| TASK INSTRUCTIONS |
Each line of the records that holds the word "ROUTE" should be copied out.

[[ SUPPLIED MATERIAL open ]]

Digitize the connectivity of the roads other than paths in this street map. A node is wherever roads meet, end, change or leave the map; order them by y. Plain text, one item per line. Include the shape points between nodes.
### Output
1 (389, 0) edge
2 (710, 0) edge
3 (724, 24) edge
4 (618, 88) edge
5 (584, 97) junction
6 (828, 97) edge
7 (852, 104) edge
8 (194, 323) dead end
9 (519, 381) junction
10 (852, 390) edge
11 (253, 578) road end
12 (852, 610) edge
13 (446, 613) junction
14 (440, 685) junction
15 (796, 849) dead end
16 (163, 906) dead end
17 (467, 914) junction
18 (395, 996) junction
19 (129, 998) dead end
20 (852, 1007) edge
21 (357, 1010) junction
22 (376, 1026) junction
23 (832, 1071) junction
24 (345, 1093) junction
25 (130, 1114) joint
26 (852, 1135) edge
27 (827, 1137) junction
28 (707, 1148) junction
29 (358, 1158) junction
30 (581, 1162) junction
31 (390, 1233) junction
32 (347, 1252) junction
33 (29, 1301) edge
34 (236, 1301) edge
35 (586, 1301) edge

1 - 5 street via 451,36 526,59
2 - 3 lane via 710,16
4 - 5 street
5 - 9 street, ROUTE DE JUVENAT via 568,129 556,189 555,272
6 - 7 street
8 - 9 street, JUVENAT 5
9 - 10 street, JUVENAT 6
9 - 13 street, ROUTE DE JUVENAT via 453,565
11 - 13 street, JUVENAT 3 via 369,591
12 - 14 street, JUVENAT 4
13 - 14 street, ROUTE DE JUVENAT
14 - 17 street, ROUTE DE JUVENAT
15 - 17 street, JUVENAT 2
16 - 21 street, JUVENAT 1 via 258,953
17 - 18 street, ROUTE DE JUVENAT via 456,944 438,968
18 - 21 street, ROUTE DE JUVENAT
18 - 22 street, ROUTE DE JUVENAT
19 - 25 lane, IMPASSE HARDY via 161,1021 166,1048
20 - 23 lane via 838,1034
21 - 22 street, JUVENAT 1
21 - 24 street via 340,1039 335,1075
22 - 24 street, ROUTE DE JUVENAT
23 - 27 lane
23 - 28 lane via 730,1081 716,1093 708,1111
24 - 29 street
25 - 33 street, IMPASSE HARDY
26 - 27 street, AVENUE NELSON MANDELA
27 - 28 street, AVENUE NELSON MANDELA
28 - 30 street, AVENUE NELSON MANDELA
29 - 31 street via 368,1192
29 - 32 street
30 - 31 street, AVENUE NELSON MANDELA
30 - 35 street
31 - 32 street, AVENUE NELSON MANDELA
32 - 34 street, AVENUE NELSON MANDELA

[[ SUPPLIED MATERIAL closed ]]

| EXERCISE SOLUTION |
5 - 9 street, ROUTE DE JUVENAT via 568,129 556,189 555,272
9 - 13 street, ROUTE DE JUVENAT via 453,565
13 - 14 street, ROUTE DE JUVENAT
14 - 17 street, ROUTE DE JUVENAT
17 - 18 street, ROUTE DE JUVENAT via 456,944 438,968
18 - 21 street, ROUTE DE JUVENAT
18 - 22 street, ROUTE DE JUVENAT
22 - 24 street, ROUTE DE JUVENAT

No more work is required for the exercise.